### Exercise goal
Search the material for "Martin" and copy each line in which it is found.
Exercise inputs START
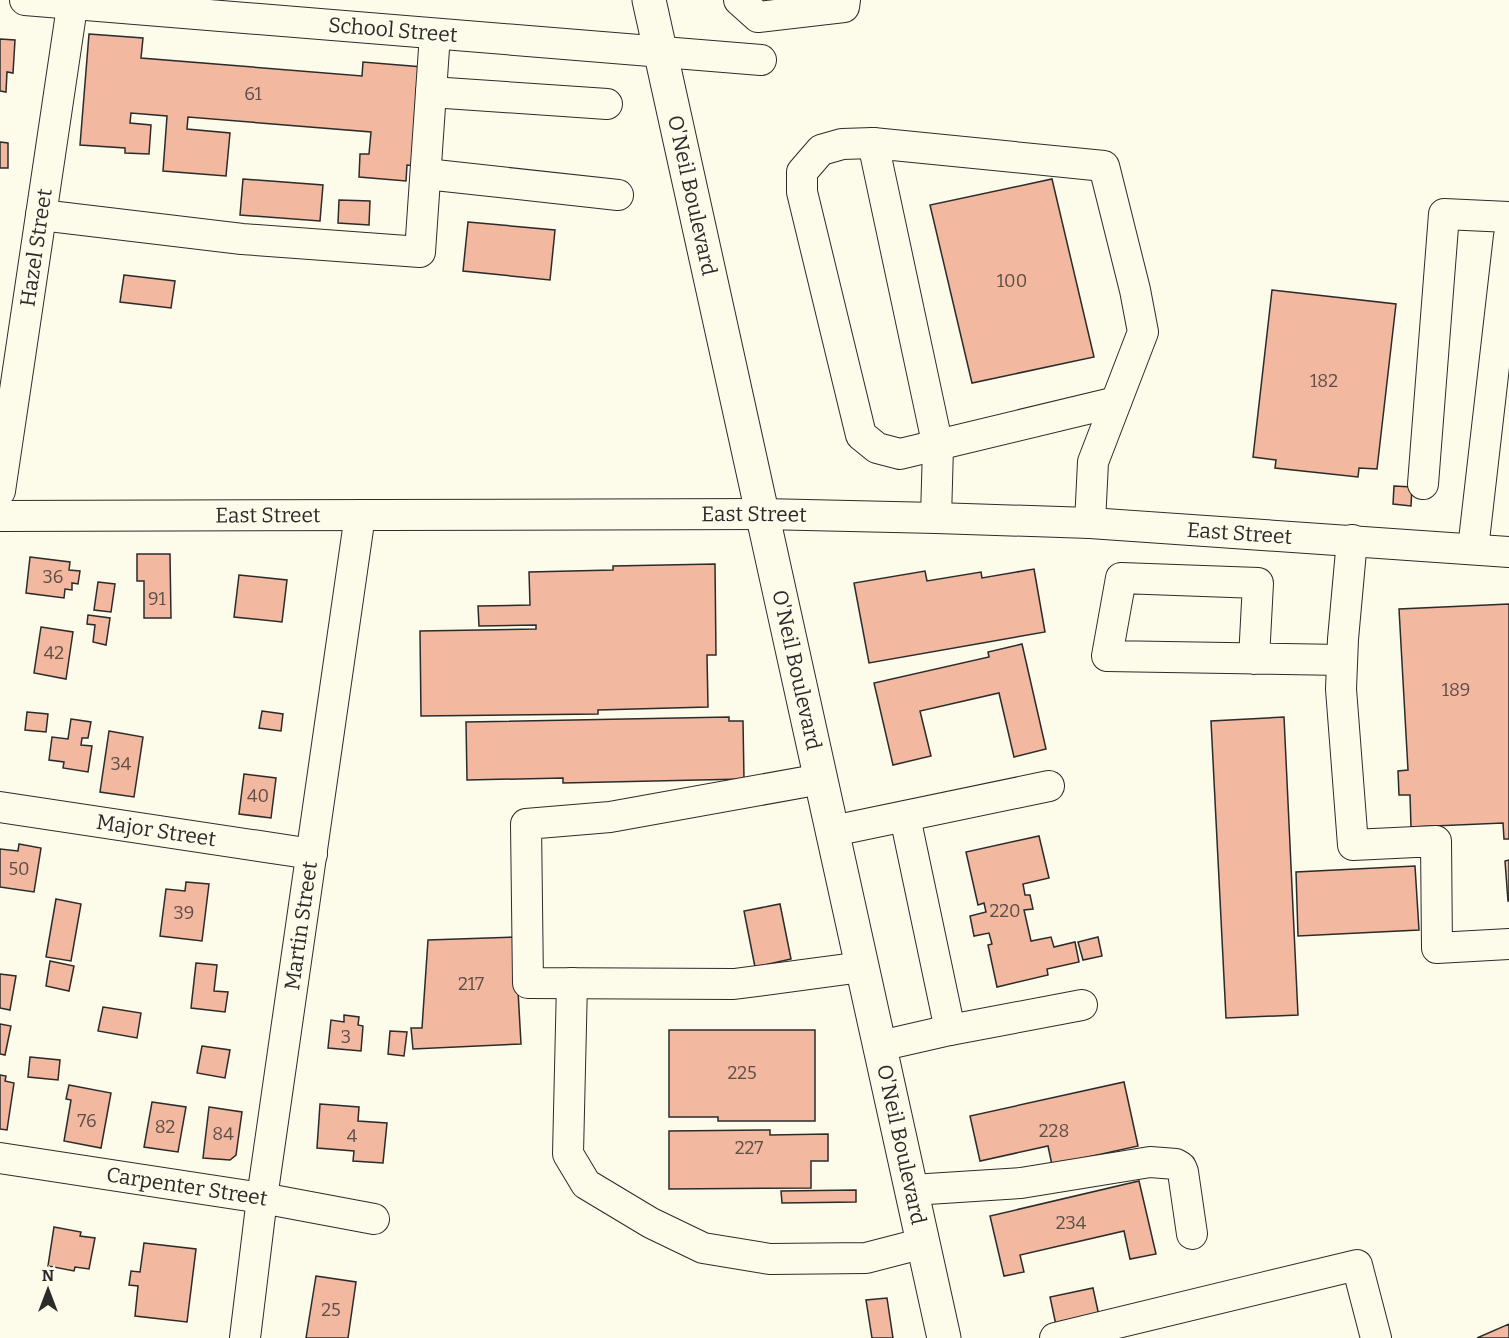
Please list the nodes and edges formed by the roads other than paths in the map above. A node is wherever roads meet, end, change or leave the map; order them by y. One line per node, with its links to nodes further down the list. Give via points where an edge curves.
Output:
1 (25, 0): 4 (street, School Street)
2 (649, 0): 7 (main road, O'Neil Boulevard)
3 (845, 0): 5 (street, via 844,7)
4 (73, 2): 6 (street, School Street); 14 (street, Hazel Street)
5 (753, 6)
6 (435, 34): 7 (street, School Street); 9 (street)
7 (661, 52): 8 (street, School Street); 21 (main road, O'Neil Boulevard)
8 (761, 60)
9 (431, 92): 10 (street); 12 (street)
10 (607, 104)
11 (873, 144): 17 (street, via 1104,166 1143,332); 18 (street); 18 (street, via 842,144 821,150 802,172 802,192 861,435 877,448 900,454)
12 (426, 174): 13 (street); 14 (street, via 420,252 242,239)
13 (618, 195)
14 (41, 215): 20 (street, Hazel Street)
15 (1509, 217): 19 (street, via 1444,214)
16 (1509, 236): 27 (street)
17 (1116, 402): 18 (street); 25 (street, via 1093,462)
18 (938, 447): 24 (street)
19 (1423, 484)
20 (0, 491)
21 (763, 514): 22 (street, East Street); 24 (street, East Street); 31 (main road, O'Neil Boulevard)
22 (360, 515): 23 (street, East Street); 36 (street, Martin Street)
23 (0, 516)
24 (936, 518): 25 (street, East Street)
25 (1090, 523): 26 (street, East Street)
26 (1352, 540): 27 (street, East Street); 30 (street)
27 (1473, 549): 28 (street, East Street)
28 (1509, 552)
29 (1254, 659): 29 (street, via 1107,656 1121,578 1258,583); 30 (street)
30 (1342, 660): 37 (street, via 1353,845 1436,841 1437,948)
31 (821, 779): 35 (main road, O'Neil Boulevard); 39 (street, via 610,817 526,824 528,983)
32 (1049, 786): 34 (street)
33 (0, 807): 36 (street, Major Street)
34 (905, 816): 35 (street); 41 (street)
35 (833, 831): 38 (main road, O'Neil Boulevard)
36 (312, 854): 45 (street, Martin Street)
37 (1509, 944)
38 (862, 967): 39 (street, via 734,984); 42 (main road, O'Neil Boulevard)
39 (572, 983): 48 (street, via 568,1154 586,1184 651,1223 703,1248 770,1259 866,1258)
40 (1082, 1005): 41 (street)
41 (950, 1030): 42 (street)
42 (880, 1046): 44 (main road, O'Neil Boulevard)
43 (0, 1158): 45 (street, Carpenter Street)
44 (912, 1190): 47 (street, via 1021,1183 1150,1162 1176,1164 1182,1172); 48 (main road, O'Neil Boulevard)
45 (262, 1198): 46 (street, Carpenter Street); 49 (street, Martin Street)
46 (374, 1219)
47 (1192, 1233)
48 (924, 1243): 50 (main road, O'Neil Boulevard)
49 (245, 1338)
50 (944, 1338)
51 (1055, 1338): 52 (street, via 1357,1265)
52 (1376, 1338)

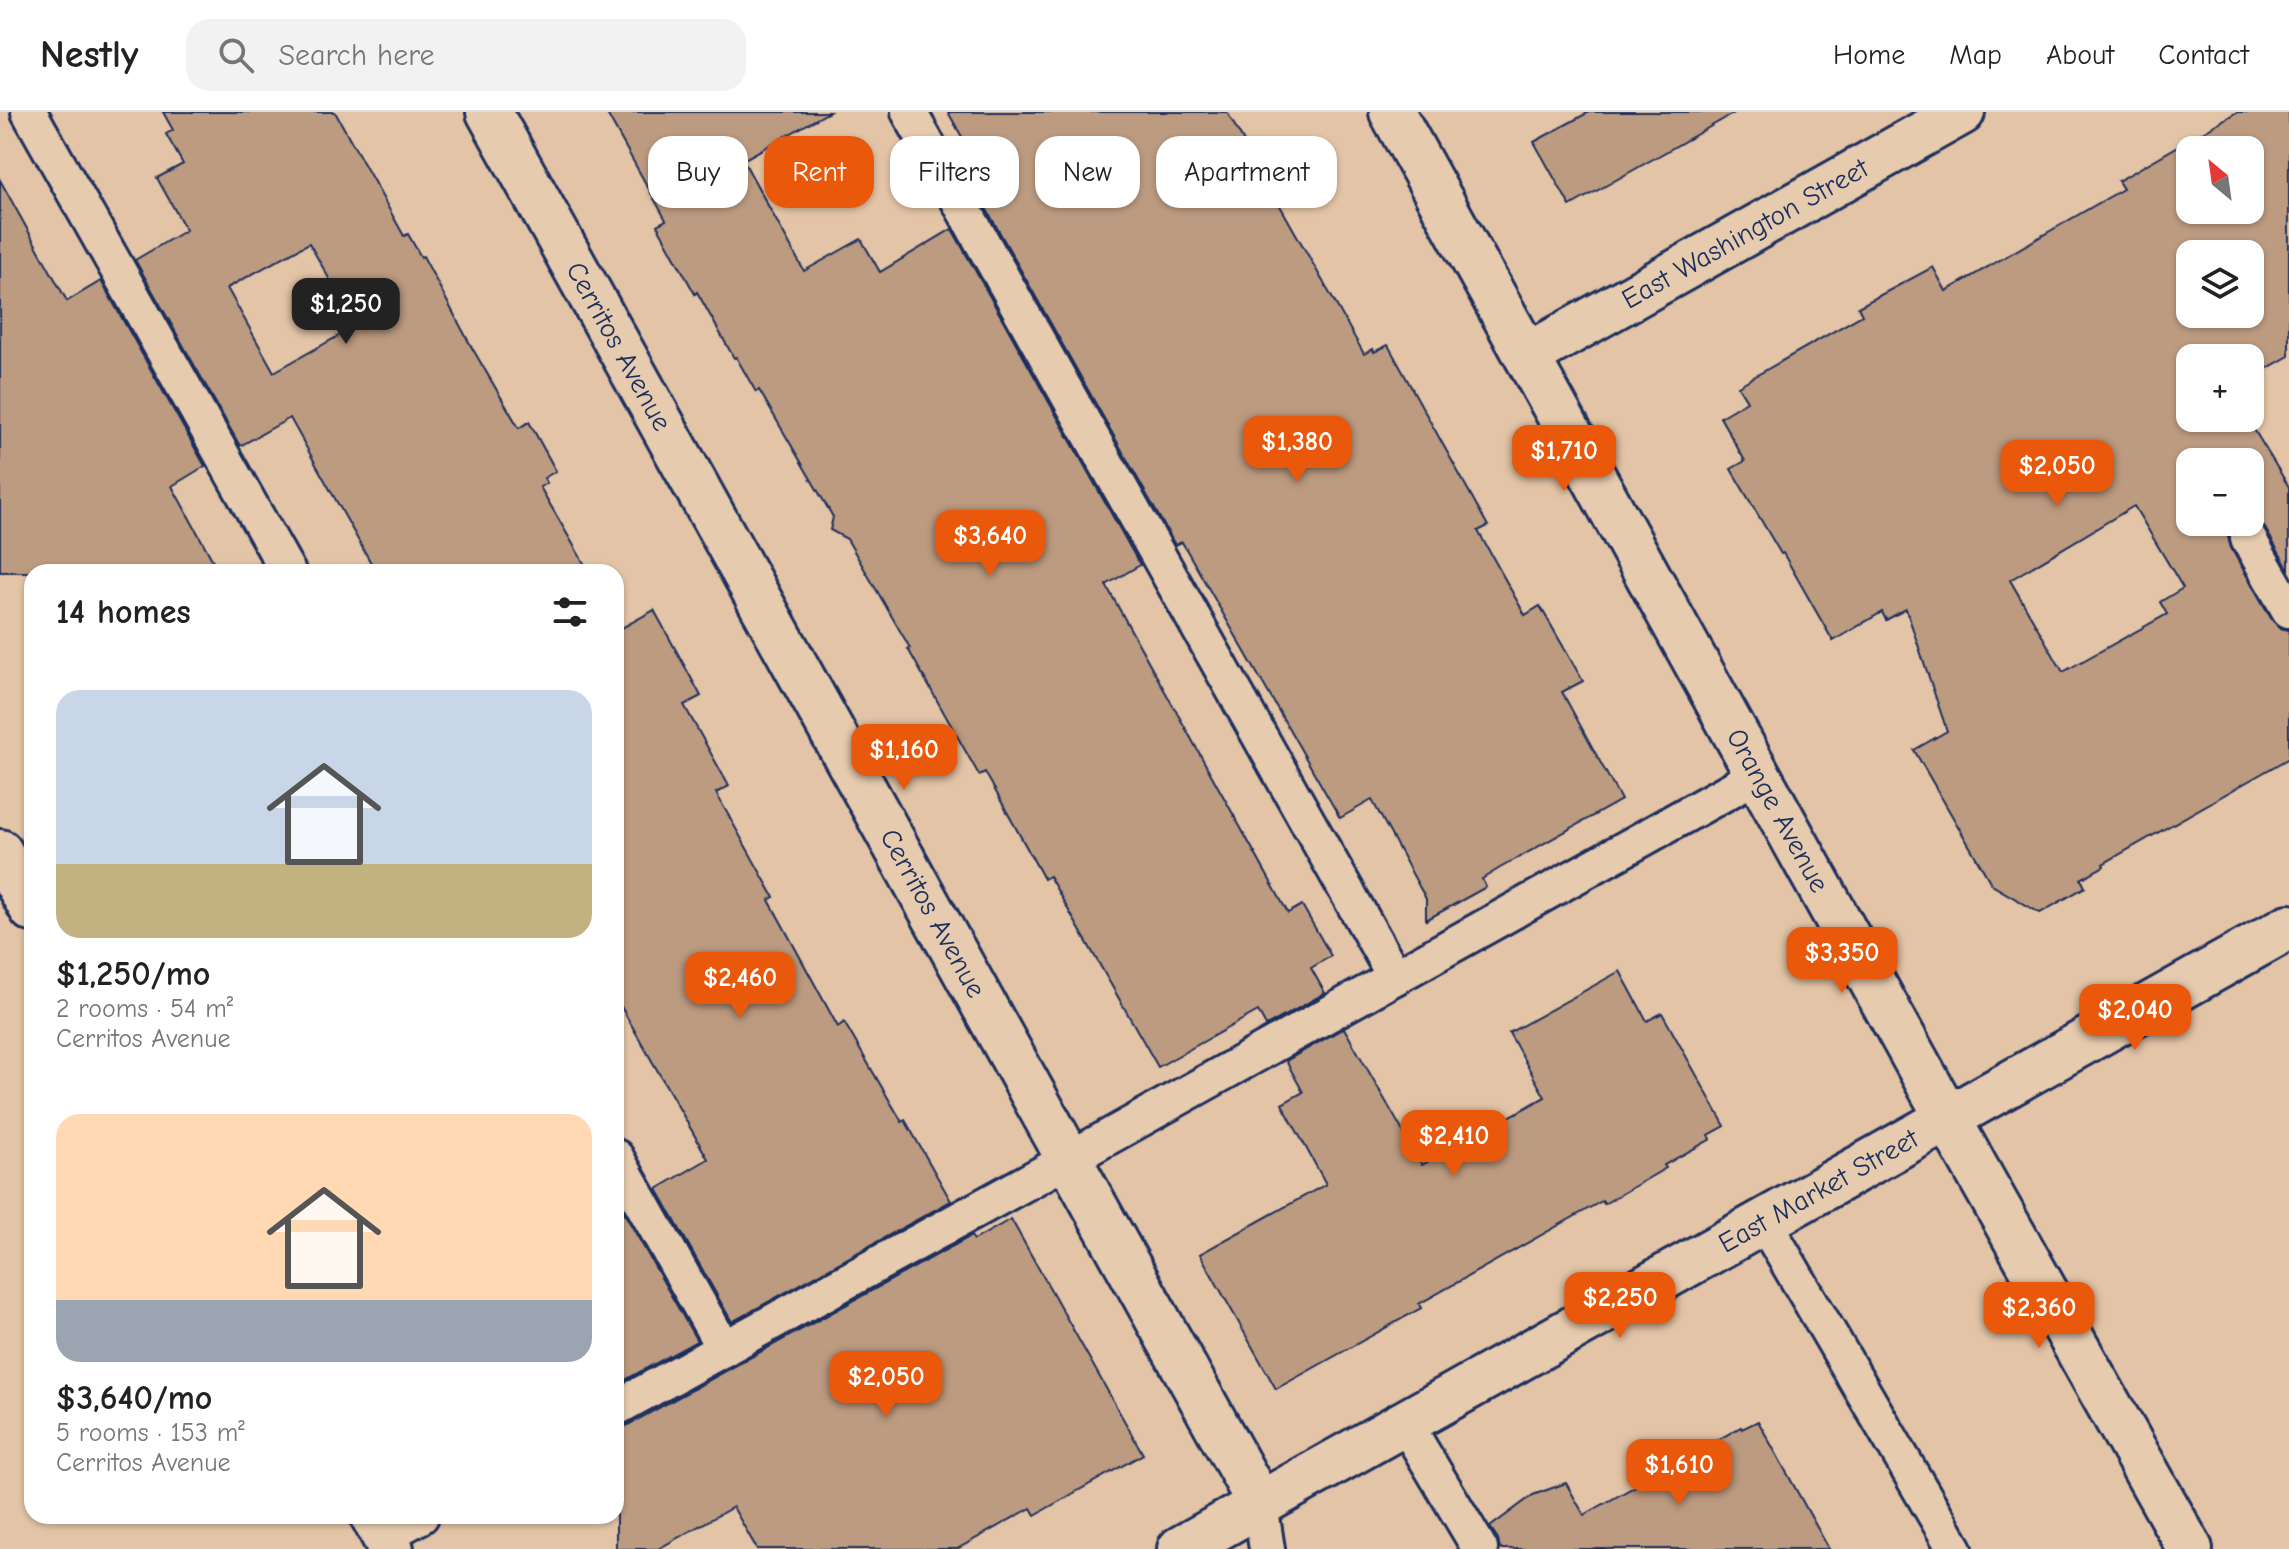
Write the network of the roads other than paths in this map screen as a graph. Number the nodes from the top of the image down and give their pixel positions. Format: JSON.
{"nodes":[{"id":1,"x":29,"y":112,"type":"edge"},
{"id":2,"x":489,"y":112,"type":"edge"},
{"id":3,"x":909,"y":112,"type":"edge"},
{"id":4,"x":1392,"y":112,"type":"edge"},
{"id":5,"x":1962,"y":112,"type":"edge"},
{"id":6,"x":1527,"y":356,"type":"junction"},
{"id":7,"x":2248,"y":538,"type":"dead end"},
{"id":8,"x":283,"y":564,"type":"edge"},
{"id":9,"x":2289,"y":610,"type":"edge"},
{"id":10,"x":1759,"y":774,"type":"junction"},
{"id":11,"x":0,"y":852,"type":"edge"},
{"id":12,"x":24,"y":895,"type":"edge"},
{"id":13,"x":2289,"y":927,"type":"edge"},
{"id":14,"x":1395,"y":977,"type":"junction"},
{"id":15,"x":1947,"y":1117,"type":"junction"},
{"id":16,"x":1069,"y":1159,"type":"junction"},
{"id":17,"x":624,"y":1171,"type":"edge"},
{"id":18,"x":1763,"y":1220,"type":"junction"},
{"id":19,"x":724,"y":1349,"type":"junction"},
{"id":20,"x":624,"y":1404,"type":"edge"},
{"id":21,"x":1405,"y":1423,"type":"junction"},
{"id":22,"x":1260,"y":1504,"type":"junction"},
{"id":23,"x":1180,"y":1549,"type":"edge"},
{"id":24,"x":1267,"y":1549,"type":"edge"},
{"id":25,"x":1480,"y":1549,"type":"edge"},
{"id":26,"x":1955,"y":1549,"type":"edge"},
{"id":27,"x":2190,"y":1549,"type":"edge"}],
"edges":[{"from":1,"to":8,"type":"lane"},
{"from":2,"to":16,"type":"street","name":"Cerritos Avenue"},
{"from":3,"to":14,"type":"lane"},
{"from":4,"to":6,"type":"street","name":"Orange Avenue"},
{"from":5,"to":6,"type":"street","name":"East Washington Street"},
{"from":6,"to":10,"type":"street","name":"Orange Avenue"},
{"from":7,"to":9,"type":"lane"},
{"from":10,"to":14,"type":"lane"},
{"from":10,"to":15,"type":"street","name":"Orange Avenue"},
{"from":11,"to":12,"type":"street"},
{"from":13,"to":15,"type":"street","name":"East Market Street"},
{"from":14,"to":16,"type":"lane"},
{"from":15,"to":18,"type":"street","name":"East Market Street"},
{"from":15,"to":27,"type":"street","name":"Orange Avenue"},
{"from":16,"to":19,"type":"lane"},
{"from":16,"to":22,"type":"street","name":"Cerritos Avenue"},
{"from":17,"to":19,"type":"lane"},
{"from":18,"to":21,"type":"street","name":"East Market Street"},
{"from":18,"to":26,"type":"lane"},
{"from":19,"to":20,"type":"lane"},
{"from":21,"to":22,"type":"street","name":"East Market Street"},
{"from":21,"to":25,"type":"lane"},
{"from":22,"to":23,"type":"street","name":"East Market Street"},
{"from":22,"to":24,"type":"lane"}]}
Exercise inputs END
### Exercise result
22 (360, 515): 23 (street, East Street); 36 (street, Martin Street)
36 (312, 854): 45 (street, Martin Street)
45 (262, 1198): 46 (street, Carpenter Street); 49 (street, Martin Street)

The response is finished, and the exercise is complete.